To avoid you having to write this function, we’ve created a Python Scrapy SDK that takes care of this for you. All you need to do is install the SDK using pip.

Then integrate the SDK into your code by initialising the ScraperAPIClient with your API key and then using the client.scrapyGet method to make requests.


import scrapy
from scraper_api import ScraperAPIClient
client = ScraperAPIClient('YOUR_API_KEY')

class QuotesSpider(scrapy.Spider):
    name = "quotes"

    def start_requests(self):
        urls = [
            'http://quotes.toscrape.com/page/1/',
            'http://quotes.toscrape.com/page/2/',
        ]
        for url in urls:
            yield scrapy.Request(client.scrapyGet(url=url), callback=self.parse)

Proxy Mode

Alternatively, you can also use ScraperAPI like any normal proxy solution and simply set our proxy port http://scraperapi:YOUR_API_KEY@proxy-server.scraperapi.com:8001 as the proxy in the meta parameter like you would any other proxy.


import scrapy

class QuotesSpider(scrapy.Spider):
    name = "quotes"

    def start_requests(self):
        urls = [
            'http://quotes.toscrape.com/page/1/',
            'http://quotes.toscrape.com/page/2/',
        ]

        meta = {
            "proxy": "http://scraperapi:YOUR_API_KEY@proxy-server.scraperapi.com:8001"
            }

        for url in urls:
            yield scrapy.Request(url=url, callback=self.parse, meta=meta)

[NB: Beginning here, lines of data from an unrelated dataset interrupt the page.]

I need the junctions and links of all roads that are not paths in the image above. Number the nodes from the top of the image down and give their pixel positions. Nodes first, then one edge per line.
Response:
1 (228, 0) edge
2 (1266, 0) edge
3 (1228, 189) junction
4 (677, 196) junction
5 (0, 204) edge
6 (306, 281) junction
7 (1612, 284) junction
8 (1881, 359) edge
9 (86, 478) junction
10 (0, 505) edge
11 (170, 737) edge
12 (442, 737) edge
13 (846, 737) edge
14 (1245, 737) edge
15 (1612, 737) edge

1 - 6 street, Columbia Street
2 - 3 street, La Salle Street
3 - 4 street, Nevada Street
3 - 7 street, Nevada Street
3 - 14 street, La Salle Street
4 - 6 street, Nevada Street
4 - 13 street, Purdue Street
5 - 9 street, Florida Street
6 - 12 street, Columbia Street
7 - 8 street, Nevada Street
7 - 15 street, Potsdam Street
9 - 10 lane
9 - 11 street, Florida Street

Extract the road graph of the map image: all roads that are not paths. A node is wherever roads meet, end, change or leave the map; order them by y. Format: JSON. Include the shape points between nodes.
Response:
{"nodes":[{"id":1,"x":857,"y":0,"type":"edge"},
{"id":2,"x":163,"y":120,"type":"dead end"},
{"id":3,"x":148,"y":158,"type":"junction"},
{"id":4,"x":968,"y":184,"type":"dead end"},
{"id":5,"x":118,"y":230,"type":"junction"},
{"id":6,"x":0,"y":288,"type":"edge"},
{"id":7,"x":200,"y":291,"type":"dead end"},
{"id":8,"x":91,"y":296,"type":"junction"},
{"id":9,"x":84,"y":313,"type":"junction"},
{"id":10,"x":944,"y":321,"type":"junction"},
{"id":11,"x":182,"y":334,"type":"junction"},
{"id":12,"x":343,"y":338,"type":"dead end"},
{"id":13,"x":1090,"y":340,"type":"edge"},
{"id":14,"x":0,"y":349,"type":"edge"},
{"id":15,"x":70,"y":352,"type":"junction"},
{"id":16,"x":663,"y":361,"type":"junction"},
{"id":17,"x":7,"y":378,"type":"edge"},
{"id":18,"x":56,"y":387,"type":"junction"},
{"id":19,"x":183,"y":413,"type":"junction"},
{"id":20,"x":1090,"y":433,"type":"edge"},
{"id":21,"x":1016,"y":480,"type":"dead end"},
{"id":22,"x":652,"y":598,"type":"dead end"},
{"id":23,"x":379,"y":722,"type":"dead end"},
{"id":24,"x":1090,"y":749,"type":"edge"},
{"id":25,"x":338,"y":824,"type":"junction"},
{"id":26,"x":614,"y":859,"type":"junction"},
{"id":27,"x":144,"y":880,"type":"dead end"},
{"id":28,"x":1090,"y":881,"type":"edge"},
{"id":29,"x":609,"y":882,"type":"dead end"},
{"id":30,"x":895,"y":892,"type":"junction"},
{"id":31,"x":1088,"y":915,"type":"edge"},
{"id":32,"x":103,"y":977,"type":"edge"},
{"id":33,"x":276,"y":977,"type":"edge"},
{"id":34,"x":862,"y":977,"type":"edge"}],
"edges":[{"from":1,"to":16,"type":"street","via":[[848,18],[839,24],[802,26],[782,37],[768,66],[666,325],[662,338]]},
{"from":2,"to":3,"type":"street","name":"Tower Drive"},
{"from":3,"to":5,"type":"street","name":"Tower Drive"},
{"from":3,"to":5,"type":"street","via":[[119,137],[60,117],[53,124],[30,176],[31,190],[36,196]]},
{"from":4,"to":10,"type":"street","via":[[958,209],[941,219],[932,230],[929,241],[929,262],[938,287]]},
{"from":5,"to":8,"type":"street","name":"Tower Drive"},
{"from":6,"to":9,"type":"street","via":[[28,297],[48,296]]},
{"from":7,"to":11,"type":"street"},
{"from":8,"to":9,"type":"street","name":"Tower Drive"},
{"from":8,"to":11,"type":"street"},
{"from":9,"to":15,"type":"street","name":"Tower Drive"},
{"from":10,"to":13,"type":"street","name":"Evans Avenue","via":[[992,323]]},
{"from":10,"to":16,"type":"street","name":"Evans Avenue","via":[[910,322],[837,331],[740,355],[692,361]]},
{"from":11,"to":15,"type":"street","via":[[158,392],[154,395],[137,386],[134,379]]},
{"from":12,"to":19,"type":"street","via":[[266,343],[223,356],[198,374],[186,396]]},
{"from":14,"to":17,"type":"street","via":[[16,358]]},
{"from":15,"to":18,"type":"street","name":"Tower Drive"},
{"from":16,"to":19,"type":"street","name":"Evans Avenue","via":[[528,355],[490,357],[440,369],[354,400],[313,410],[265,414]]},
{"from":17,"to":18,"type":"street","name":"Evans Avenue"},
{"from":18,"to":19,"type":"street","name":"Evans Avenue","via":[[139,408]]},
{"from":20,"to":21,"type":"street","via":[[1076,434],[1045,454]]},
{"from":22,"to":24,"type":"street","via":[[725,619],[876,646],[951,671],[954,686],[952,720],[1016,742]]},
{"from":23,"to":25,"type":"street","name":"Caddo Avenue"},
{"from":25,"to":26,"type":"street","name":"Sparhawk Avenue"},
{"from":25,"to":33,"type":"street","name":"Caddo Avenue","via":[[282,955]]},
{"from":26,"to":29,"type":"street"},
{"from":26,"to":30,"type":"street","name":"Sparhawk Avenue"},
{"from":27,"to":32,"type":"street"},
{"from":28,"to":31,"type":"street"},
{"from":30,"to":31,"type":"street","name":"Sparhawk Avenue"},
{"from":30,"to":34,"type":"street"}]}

SSL Cert Verification – Scrapy skips SSL verification by default so no need to disable SSL verification with these requests.

Using Additional ScraperAPI Functionality

ScraperAPI enables you to customize the APIs functionality by adding additional parameters to your requests. For example, you can tell ScraperAPI to render any Javascript on the target website by adding render=true to your request.

import scrapy

API_KEY = 'YOUR_API_KEY'

def get_scraperapi_url(url):
    payload = {'api_key': API_KEY, 'url': url, ‘render’: ‘true’}
    proxy_url = 'http://api.scraperapi.com/?' + urlencode(payload)
    return proxy_url

class QuotesSpider(scrapy.Spider):
    name = "quotes"

    def start_requests(self):
        urls = [
            'http://quotes.toscrape.com/page/1/',
            'http://quotes.toscrape.com/page/2/',
        ]
        for url in urls:
            yield scrapy.Request(url=get_scraperapi_url(url), callback=self.parse)

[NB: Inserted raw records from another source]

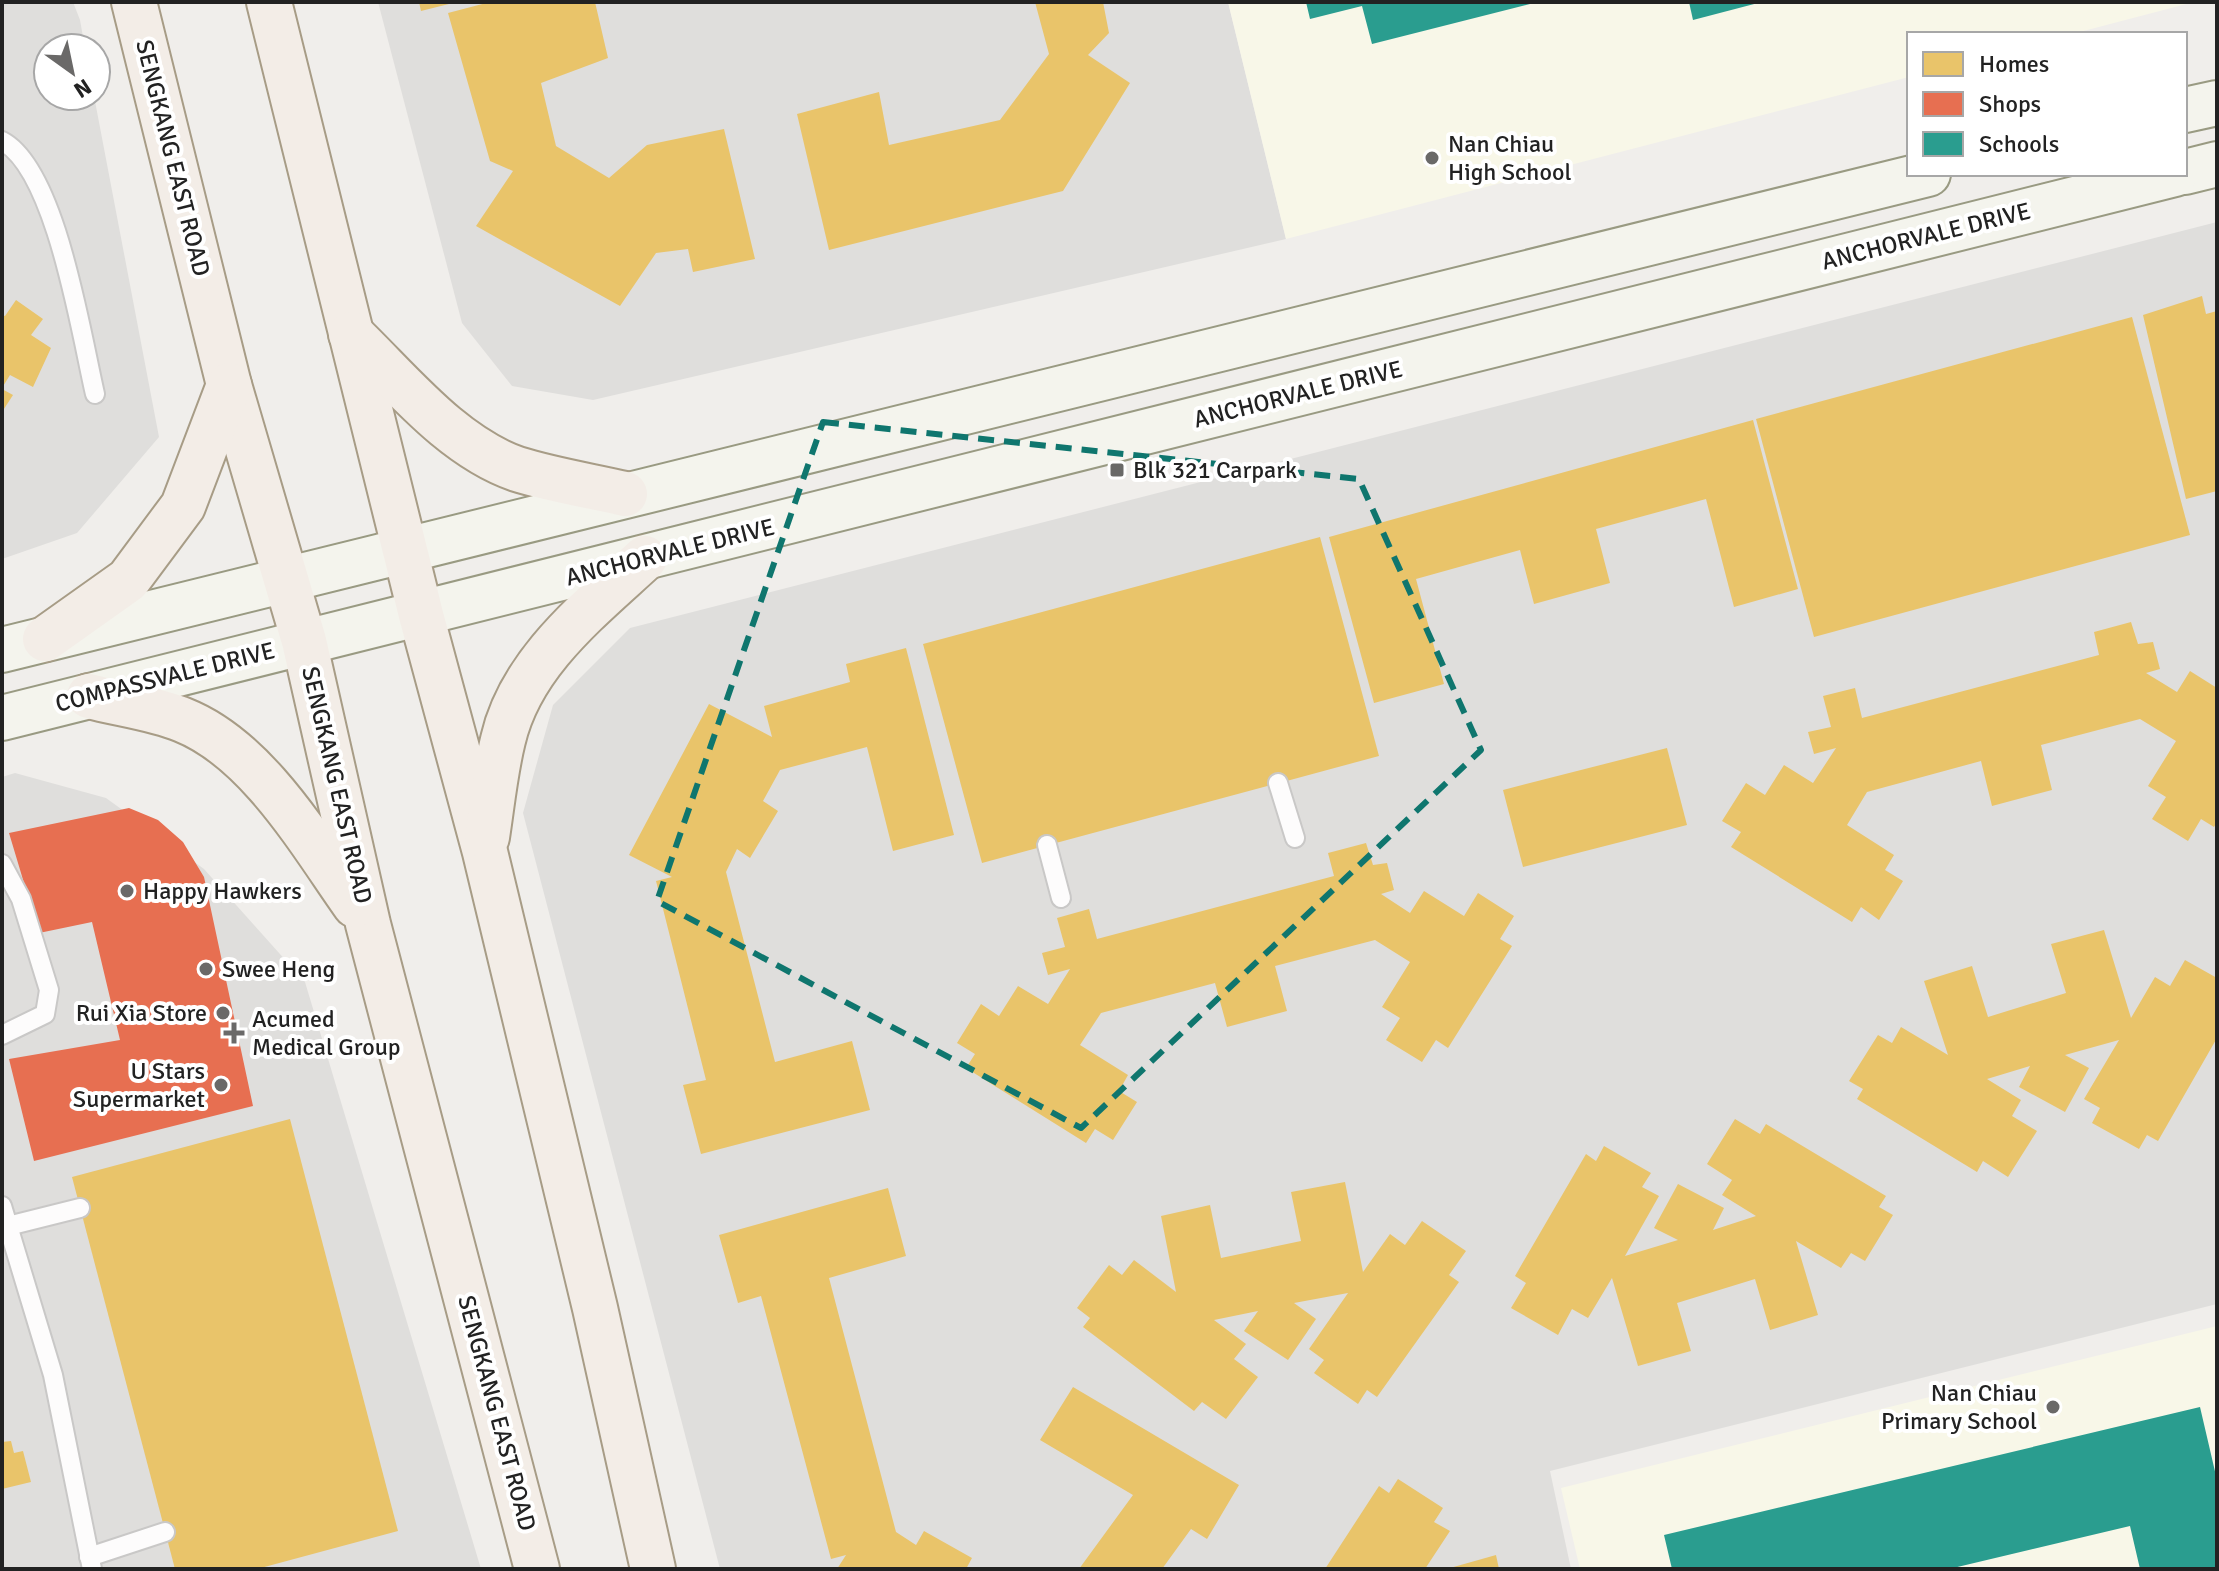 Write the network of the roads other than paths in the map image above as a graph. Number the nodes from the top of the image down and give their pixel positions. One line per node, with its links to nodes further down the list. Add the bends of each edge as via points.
1 (134, 2): 11 (main road, SENGKANG EAST ROAD)
2 (269, 2): 10 (main road)
3 (2217, 103): 4 (street)
4 (2187, 110)
5 (2, 141): 12 (lane, via 16,148 45,195)
6 (2217, 164): 7 (street)
7 (2187, 172)
8 (1920, 176): 13 (street)
9 (2167, 176): 15 (street, ANCHORVALE DRIVE)
10 (351, 334): 13 (main road, via 478,450 517,468); 14 (main road)
11 (229, 385): 16 (main road, SENGKANG EAST ROAD); 18 (main road, via 183,506 128,580)
12 (95, 394)
13 (625, 494): 14 (street)
14 (405, 552): 16 (street); 17 (main road)
15 (645, 558): 17 (street, ANCHORVALE DRIVE); 26 (main road, via 571,627 530,676 503,737)
16 (287, 580): 18 (street); 19 (main road, SENGKANG EAST ROAD)
17 (421, 615): 19 (street, COMPASSVALE DRIVE); 26 (main road)
18 (45, 639): 20 (street)
19 (304, 641): 21 (street, COMPASSVALE DRIVE); 29 (main road, SENGKANG EAST ROAD)
20 (2, 650)
21 (89, 696): 22 (street, COMPASSVALE DRIVE); 29 (main road, via 184,720 232,748 284,805)
22 (2, 718)
23 (1278, 783): 24 (lane)
24 (1295, 838)
25 (1047, 845): 28 (lane)
26 (485, 852): 37 (main road)
27 (2, 864): 30 (lane, via 21,899 49,1004 45,1014)
28 (1061, 898)
29 (368, 924): 36 (main road, SENGKANG EAST ROAD)
30 (2, 1035)
31 (2, 1206): 33 (lane)
32 (80, 1208): 33 (lane)
33 (8, 1226): 35 (lane, via 53,1375)
34 (165, 1532): 35 (lane)
35 (90, 1563)
36 (537, 1569)
37 (653, 1569)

The API will accept the following parameters:

Parameter	Description
`render`	Activate javascript rendering by setting `render=true` in your request. The API will automatically render the javascript on the page and return the HTML response after the javascript has been rendered.
`country_code`	Activate country geotargeting by setting `country_code=us` to use US proxies for example.
`premium`	Activate premium residential and mobile IPs by setting `premium=true`. Using premium proxies costs 10 API credits, or 25 API credits if used in combination with Javascript rendering.
`session_number`	Reuse the same proxy by setting `session_number=123` for example.
`keep_headers`	Use your own custom headers by setting `keep_headers=true` along with sending your own headers to the API.
`device_type`	Set your requests to use mobile or desktop user agents by setting `device_type=desktop` or `device_type=mobile`.
`autoparse`	Activate auto parsing for select websites by setting `autoparse=true`. The API will parse the data on the page and return it in JSON format.

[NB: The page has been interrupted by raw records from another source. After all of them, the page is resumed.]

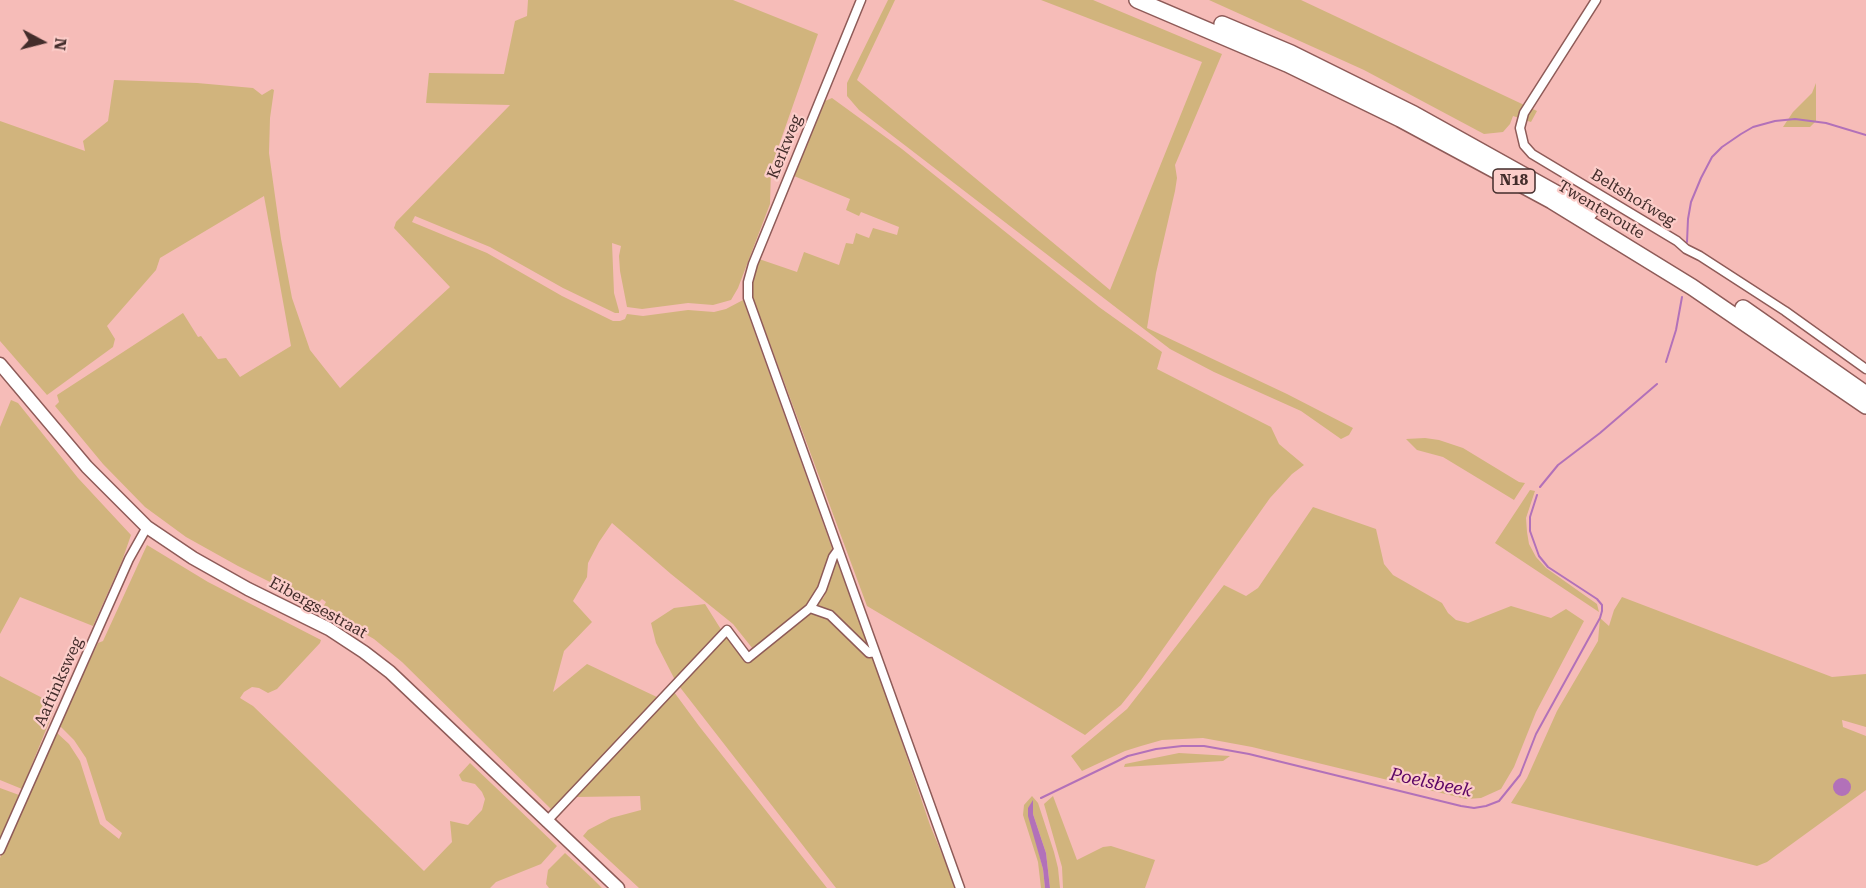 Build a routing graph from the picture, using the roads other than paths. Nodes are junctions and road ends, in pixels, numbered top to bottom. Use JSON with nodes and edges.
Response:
{"nodes":[{"id":1,"x":861,"y":0,"type":"edge"},
{"id":2,"x":1137,"y":0,"type":"edge"},
{"id":3,"x":1165,"y":0,"type":"edge"},
{"id":4,"x":1596,"y":0,"type":"edge"},
{"id":5,"x":0,"y":364,"type":"edge"},
{"id":6,"x":1866,"y":369,"type":"edge"},
{"id":7,"x":1866,"y":394,"type":"edge"},
{"id":8,"x":1866,"y":406,"type":"edge"},
{"id":9,"x":147,"y":527,"type":"junction"},
{"id":10,"x":838,"y":550,"type":"junction"},
{"id":11,"x":810,"y":608,"type":"junction"},
{"id":12,"x":875,"y":652,"type":"junction"},
{"id":13,"x":546,"y":822,"type":"junction"},
{"id":14,"x":0,"y":850,"type":"edge"},
{"id":15,"x":618,"y":888,"type":"edge"},
{"id":16,"x":960,"y":888,"type":"edge"}],
"edges":[{"from":1,"to":10,"type":"street","name":"Kerkweg"},
{"from":2,"to":8,"type":"highway","name":"Twenteroute","number":"N18"},
{"from":3,"to":7,"type":"highway","name":"Twenteroute","number":"N18"},
{"from":4,"to":6,"type":"street","name":"Beltshofweg"},
{"from":5,"to":9,"type":"main road","name":"Eibergsestraat"},
{"from":9,"to":13,"type":"main road","name":"Eibergsestraat"},
{"from":9,"to":14,"type":"street","name":"Aaftinksweg"},
{"from":10,"to":11,"type":"street"},
{"from":10,"to":12,"type":"street","name":"Kerkweg"},
{"from":11,"to":12,"type":"street"},
{"from":11,"to":13,"type":"street"},
{"from":12,"to":16,"type":"street","name":"Kerkweg"},
{"from":13,"to":15,"type":"main road","name":"Eibergsestraat"}]}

Sending Custom Headers To ScraperAPI

By default, ScraperAPI will select the best header configuration to get the highest possible success rate from your target website, however, in certain circumstances you want to use your own headers. In these cases, you can use your own custom headers by simply adding keep_headers=true to the ScraperAPI request and send the headers as you would normally do.

import scrapy

API_KEY = 'YOUR_API_KEY'

def get_scraperapi_url(url):
    payload = {'api_key': API_KEY, 'url': url, keep_headers: 'true'}
    proxy_url = 'http://api.scraperapi.com/?' + urlencode(payload)
    return proxy_url

class QuotesSpider(scrapy.Spider):
    name = "quotes"

    def start_requests(self):
        urls = [
            'http://quotes.toscrape.com/page/1/',
            'http://quotes.toscrape.com/page/2/',
        ]

        headers = {
            "X-MyHeader": "123"
            }

        for url in urls:
            yield scrapy.Request(url=get_scraperapi_url(url), headers=headers, callback=self.parse)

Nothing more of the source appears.